The economics of rent control can create a large demand. Because the supply of rent-controlled apartments is low, most tenants who want an apartment with rent control will wait on a list or enter a lottery system for many months or years.

History of Rent Control


New York City first enacted rent control when housing units were scarce following the end of World War II. It was called the War Emergency Tenant Protection Act and was later replaced by a different rent control method called rent stabilization. Rent stabilization has been in place since 1974 in New York City, and 1979 in San Francisco.

Rent Control vs Rent Stabilization


Discussions of rent control vs. rent stabilization are usually in reference to regulation in New York City.

In New York City, rent control generally applies to buildings constructed before 1947 with tenants in place prior to July 1, 1971. That date is important as it refers to a change in regulation laws where rent control gave way to rent stabilization.

Rent stabilization generally refers to price controls on buildings with six or more units constructed between 1947 and 1974. It can also include buildings removed from rent control that were constructed prior to 1947, as well as some other buildings that enjoy special tax advantages. Rent stabilization does not apply to co-ops or condos vs apartments. Tenants in rent-stabilized apartments have the right to renew their lease.

Today, the terms “rent control” and “rent stabilization” typically refer to the same thing: rent regulation.

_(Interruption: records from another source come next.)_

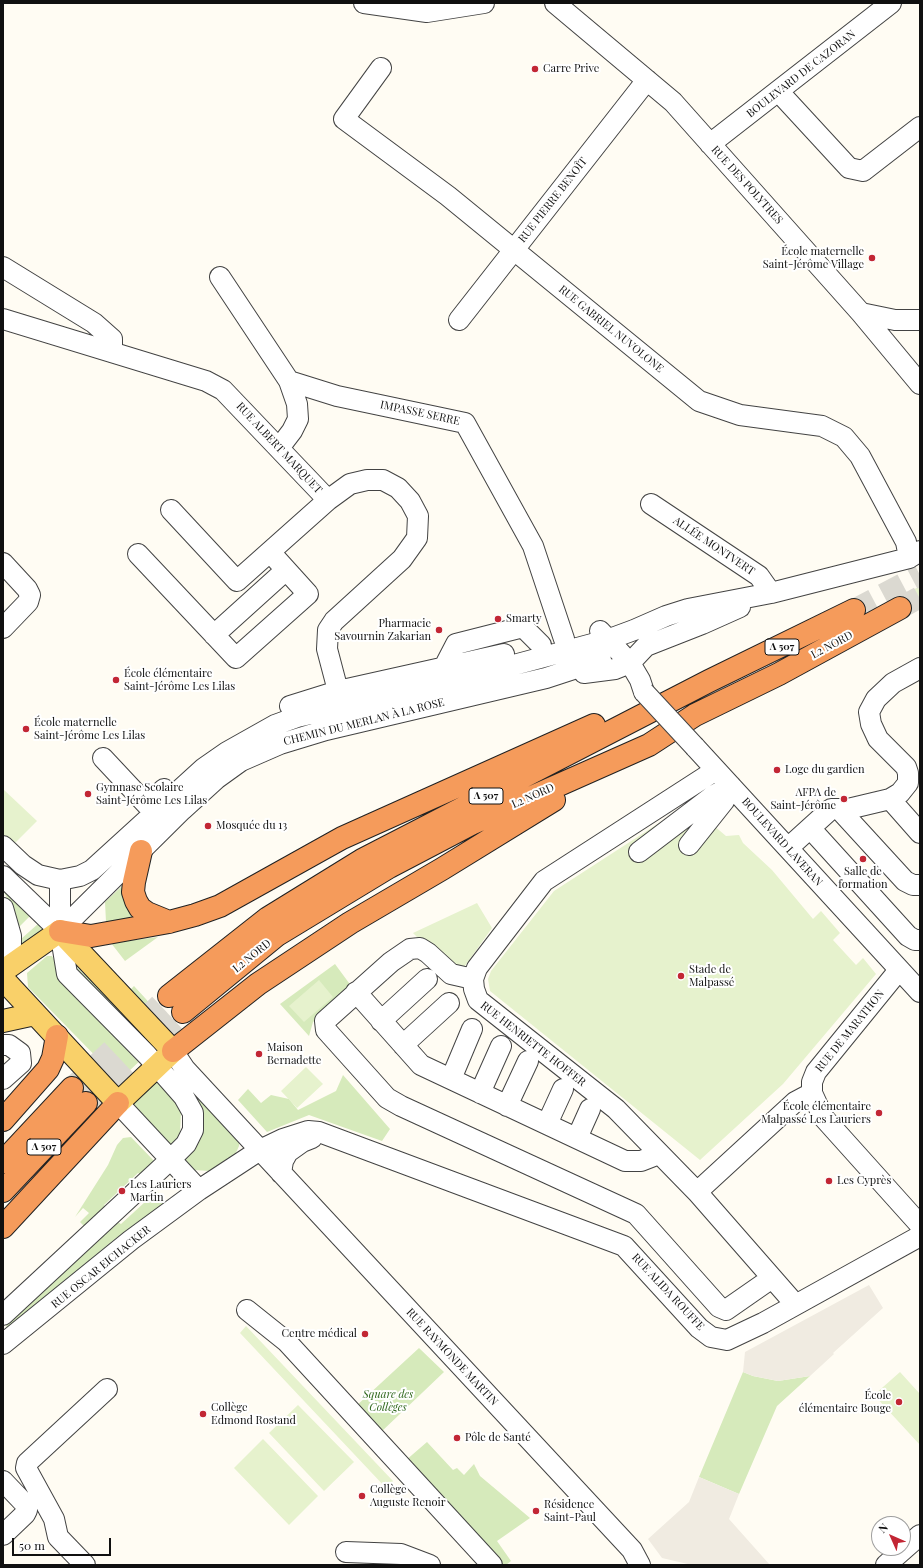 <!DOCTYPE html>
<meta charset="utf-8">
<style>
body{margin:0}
#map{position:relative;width:923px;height:1568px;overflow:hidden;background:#fffcf3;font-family:"Playfair Display",serif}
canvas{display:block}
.frame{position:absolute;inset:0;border:4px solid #101010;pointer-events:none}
.north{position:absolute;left:871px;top:1516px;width:40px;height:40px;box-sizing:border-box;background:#fff;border:1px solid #9f9f9f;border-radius:50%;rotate:315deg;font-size:11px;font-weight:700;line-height:16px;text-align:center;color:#101010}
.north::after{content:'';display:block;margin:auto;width:14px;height:18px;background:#c22634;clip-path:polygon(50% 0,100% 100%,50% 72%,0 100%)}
.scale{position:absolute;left:12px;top:1538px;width:99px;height:18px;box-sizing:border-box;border:2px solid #101010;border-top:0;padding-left:5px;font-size:12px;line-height:14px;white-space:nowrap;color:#101010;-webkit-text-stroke:3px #fff;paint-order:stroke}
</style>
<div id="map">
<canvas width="923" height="1568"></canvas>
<div class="frame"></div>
<div class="north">N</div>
<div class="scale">50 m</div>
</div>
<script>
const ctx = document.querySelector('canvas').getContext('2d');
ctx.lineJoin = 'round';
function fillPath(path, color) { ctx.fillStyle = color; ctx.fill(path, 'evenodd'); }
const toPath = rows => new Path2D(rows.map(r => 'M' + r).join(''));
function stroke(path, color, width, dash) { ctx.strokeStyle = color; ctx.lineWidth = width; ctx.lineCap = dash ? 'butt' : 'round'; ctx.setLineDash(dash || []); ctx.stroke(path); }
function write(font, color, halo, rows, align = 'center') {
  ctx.font = font + ' "Playfair Display",serif'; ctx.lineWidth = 4; ctx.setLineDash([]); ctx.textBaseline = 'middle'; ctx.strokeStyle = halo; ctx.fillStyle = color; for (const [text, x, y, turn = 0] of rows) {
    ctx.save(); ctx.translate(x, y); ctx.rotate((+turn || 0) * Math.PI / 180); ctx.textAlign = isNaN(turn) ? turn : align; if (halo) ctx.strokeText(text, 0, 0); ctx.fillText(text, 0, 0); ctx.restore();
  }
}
fillPath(toPath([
 [3,883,31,915,18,928,12,908,3,890],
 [122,886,127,886,133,913,132,916,129,919,106,922,105,902],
 [39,923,42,929,23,945,21,939],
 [158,937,125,961,111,943],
 [47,956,52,956,56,963,143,1058,128,1072,123,1076,117,1076,113,1074,28,987,27,973],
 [74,964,150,1041,150,1049,75,972],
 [335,964,349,983,347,992,313,1022,309,1036,280,1004],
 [134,986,178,1034,173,1035,131,989],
 [173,1067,239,1139,239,1146,235,1155,209,1171,194,1170,182,1158,199,1141,203,1132,204,1121,200,1103,168,1068],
 [343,1075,390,1129,382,1141,309,1115,267,1132,238,1100,248,1089,261,1103,271,1095,289,1099,298,1110,336,1091],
 [159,1076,175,1096,181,1111,180,1134,172,1146,134,1107,133,1103],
 [131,1137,156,1163,142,1176,138,1173,104,1205,107,1209,86,1228,80,1222,89,1213,83,1208,75,1217,108,1165,117,1145,123,1138],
 [157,1191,166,1202,115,1239,7,1329,6,1324,116,1221,121,1224],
 [419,1348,444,1372,380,1433,355,1407],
 [743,1372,753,1376,778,1381,810,1376,777,1406,739,1494,699,1477],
 [427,1442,453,1470,457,1468,464,1475,474,1464,480,1476,530,1518,497,1541,511,1561,506,1565,499,1565,405,1461]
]), '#d6eabb');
fillPath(toPath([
 [920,586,920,607,911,591],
 [3,789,37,821,14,844,3,834],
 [710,790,706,819,726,836,739,835,743,843,772,870,813,919,821,911,840,933,833,940,856,965,863,958,876,974,783,1084,700,1160,490,991,488,979,491,971,554,891],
 [477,903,492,928,460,973,450,970,413,933],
 [319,980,333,997,304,1022,289,1006],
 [306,1067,323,1084,297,1108,281,1091],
 [246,1326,393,1481,386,1488,240,1333],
 [900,1372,920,1394,920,1445,874,1395],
 [298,1405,354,1462,324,1491,269,1433],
 [263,1439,318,1496,289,1525,234,1468]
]), '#e6f2cd');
fillPath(toPath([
 [869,1285,883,1308,833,1353,834,1354,810,1376,778,1381,753,1376,743,1372,745,1352],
 [699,1477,739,1494,729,1519,770,1565,692,1565,662,1558,648,1539,689,1502]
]), '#f0ebe1');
stroke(toPath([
 [900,608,920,597],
 [854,610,920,575],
 [72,1088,169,996],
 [86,1103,183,1012]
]), '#dbd9d1', 22, [22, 11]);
const minor = toPath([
 [364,3,427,12,484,3],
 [555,3,673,102,861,313,920,384],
 [381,68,344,119,448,196,699,401,740,415,822,426,844,437,860,456,906,542,909,558],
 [778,91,849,168,863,171,920,127],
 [710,144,891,3],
 [3,267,94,323,112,339,112,352],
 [220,277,289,381,337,396,465,423,533,546,564,639],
 [861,313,895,320,920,320],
 [3,319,206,381,223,390,328,500,350,484,367,480,383,480,398,488,410,501,418,516,417,538,402,559,334,621,328,630,327,649,347,725],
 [459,320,647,80],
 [279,448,292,431,298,419,297,404,289,381],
 [651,504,759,576,771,593],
 [171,510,237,581,328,500],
 [138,554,236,658,308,594,270,552],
 [3,563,27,589,30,595,28,602,3,628],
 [600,631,630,663,640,680,644,692],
 [214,635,286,570],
 [443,669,456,644,523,627,541,645],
 [584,673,615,669,630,663,646,646,702,624,740,607],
 [290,706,338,691,504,654],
 [695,747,920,992],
 [103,758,147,805,164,789],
 [716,770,544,881,477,968,473,979,474,989,478,1000,616,1109,697,1192,795,1304],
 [890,799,920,833],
 [839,809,905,881,913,885,920,885],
 [810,828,908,936,915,940,920,940],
 [3,846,23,865,38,875,60,880,80,876,92,870,204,768,227,752,275,725,297,717,443,684,607,640,634,630,666,616,688,609,771,593,909,558,920,551],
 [788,848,831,809,848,809,890,799,900,793,908,783,908,773,906,767,878,739,871,724,869,712,876,699,893,683,920,668],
 [639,852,714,795,731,786,724,801,689,845],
 [3,876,60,931],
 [3,908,11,936,11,948,3,967],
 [60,931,182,810,216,779,241,761,280,744,326,730,546,678,601,660],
 [899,970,816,1072,812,1082,812,1093,823,1117,920,1225],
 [473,979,451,974,428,953,420,948,410,949,391,962,325,1021,326,1030,387,1098,401,1106,636,1214,719,1307,726,1310,772,1278],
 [356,992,421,1065,625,1161,641,1161,659,1154],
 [381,1021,427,979],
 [3,1045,9,1045,20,1053,21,1063,3,1079],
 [403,1045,449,1003],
 [173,1051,185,1069,260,1150,632,1550,640,1565],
 [451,1079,472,1029],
 [480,1093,501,1046],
 [118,1103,199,1190],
 [507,1106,528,1061],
 [547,1124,563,1089],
 [577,1138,590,1109],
 [281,1173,283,1161,288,1152,302,1142,312,1138],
 [697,1192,795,1102,812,1093],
 [247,1310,287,1342,492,1565],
 [3,1315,171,1159,186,1144,193,1130,193,1113,184,1097,147,1055,67,974,60,931,60,880],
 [3,1344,131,1240,199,1190,260,1150,283,1139,308,1131,319,1132,624,1246,699,1328,711,1337,727,1340,763,1323,920,1236],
 [3,1481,25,1504,27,1510,25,1514,3,1535],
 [346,1552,401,1554,430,1565],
 [85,1565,58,1537,54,1519,26,1468,27,1463,107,1389],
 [886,1565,920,1535]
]);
const major = toPath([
 [3,971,60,931,173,1051,118,1103,3,979],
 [3,1021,35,1014]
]);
const highway = toPath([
 [141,851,134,882,133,892,136,901,140,908,147,913,169,922],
 [60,931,91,936,169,922,195,915,220,906,342,838,594,725],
 [169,996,268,918,362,860,709,681,854,610],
 [183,1012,277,935,389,867,471,824,649,745,695,715,779,674,900,608],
 [173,1051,258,984,350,923,442,869,554,800],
 [3,1120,48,1069,53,1058,57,1036],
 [3,1162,72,1088],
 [3,1191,86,1103],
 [3,1227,118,1103]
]);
stroke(minor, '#434343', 22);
stroke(major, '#212121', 24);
stroke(highway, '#212121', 24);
stroke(minor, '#fff', 20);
stroke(major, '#f9d069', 22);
stroke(highway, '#f59b5b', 22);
const minorBridge = toPath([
 [644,692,695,747]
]);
stroke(minorBridge, '#434343', 22, []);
stroke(minorBridge, '#fff', 20);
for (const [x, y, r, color] of [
 [535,69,4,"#c22634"],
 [872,258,4,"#c22634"],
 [498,619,4,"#c22634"],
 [439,630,4,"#c22634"],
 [116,680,4,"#c22634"],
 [26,729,4,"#c22634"],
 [777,770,4,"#c22634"],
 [88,794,4,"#c22634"],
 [844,799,4,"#c22634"],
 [208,826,4,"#c22634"],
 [863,859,4,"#c22634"],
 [681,976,4,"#c22634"],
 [259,1054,4,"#c22634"],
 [879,1113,4,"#c22634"],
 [829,1181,4,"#c22634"],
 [122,1191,4,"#c22634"],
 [365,1334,4,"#c22634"],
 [899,1402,4,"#c22634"],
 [203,1414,4,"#c22634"],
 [457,1438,4,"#c22634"],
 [362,1496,4,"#c22634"],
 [536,1511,4,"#c22634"]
]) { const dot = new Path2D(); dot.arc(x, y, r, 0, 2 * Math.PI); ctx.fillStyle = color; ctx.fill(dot); stroke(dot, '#fff', 1.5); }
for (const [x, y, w] of [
 [782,647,34],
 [486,796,34],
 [44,1147,34]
]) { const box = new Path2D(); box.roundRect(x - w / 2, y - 8, w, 16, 3); ctx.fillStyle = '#fff'; ctx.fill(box); stroke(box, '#101010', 1); }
write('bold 10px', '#101010', null, [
 ["A 507",782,647],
 ["A 507",486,796],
 ["A 507",44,1147]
]);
write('11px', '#101010', '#fff', [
 ["Carre Prive",543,69],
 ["École maternelle",864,252,"right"],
 ["Saint-Jérôme Village",864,265,"right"],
 ["Smarty",506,619],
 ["Pharmacie",431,624,"right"],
 ["Savournin Zakarian",431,637,"right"],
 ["École élémentaire",124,674],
 ["Saint-Jérôme Les Lilas",124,687],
 ["École maternelle",34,723],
 ["Saint-Jérôme Les Lilas",34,736],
 ["Loge du gardien",785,770],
 ["Gymnase Scolaire",96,788],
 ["Saint-Jérôme Les Lilas",96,801],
 ["AFPA de",836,793,"right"],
 ["Saint-Jérôme",836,806,"right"],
 ["Mosquée du 13",216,826],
 ["Salle de",863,872,"center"],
 ["formation",863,885,"center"],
 ["Stade de",689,970],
 ["Malpassé",689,983],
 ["Maison",267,1048],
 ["Bernadette",267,1061],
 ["École élémentaire",871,1107,"right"],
 ["Malpassé Les Lauriers",871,1120,"right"],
 ["Les Cyprès",837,1181],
 ["Les Lauriers",130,1185],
 ["Martin",130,1198],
 ["Centre médical",357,1334,"right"],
 ["École",891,1396,"right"],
 ["élémentaire Bouge",891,1409,"right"],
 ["Collège",211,1408],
 ["Edmond Rostand",211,1421],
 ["Pôle de Santé",465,1438],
 ["Collège",370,1490],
 ["Auguste Renoir",370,1503],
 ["Résidence",544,1505],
 ["Saint-Paul",544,1518]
], 'left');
write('11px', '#101010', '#fff', [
 ["BOULEVARD DE CAZORAN",801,74,-38],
 ["RUE DES POLYTRES",747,185,48],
 ["RUE PIERRE BENOÎT",553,200,-52],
 ["RUE GABRIEL NUVOLONE",611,329,39],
 ["IMPASSE SERRE",420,413,12],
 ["RUE ALBERT MARQUET",279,448,47],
 ["ALLÉE MONTVERT",714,546,34],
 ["L2 NORD",832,645,-28],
 ["CHEMIN DU MERLAN À LA ROSE",364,722,-14],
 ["L2 NORD",533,796,-24],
 ["BOULEVARD LAVERAN",782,842,48],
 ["L2 NORD",252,956,-39],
 ["RUE DE MARATHON",850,1031,-51],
 ["RUE HENRIETTE HOFFER",533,1044,38],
 ["RUE OSCAR EICHACKER",101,1267,-39],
 ["RUE ALIDA ROUFFE",668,1292,47],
 ["RUE RAYMONDE MARTIN",452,1357,47]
]);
write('italic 11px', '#31691f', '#fff', [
 ["Square des",388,1395],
 ["Collèges",388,1408]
]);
</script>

💡 Quick Tip: Not to be confused with prequalification, preapproval involves a longer application, documentation, and hard credit pulls. Ideally, you want to keep your applications for preapproval to within the same 14- to 45-day period, since many hard credit pulls outside the given time period can adversely affect your credit score, which in turn affects the mortgage terms you’ll be offered.

Pros and Cons of Rent Control


While rent control can protect tenants from large rent increases, it also means property owners have little incentive to maintain the property or create more housing units for the rent-controlled area. Here are some of the pros and cons of rent control.

Pros:

•   Tenants have some stability in the cost of their housing unit over time

•   Tenants usually also have some eviction protections

Cons

•   Landlords don’t have incentive to re-invest in other apartments or upgrade their current rentals

•   Unit size is not always a match for a family’s size

•   May contribute to housing shortages

Example of Rent Control


Rent control is determined by the local rent board or commission. That includes price increases. For example, if you started renting an apartment for $2,000 last year, and the maximum allowable amount for a yearly rent increase is 7.5%, the most your yearly rent would increase would be $150. That would bring your new rent to $2,150.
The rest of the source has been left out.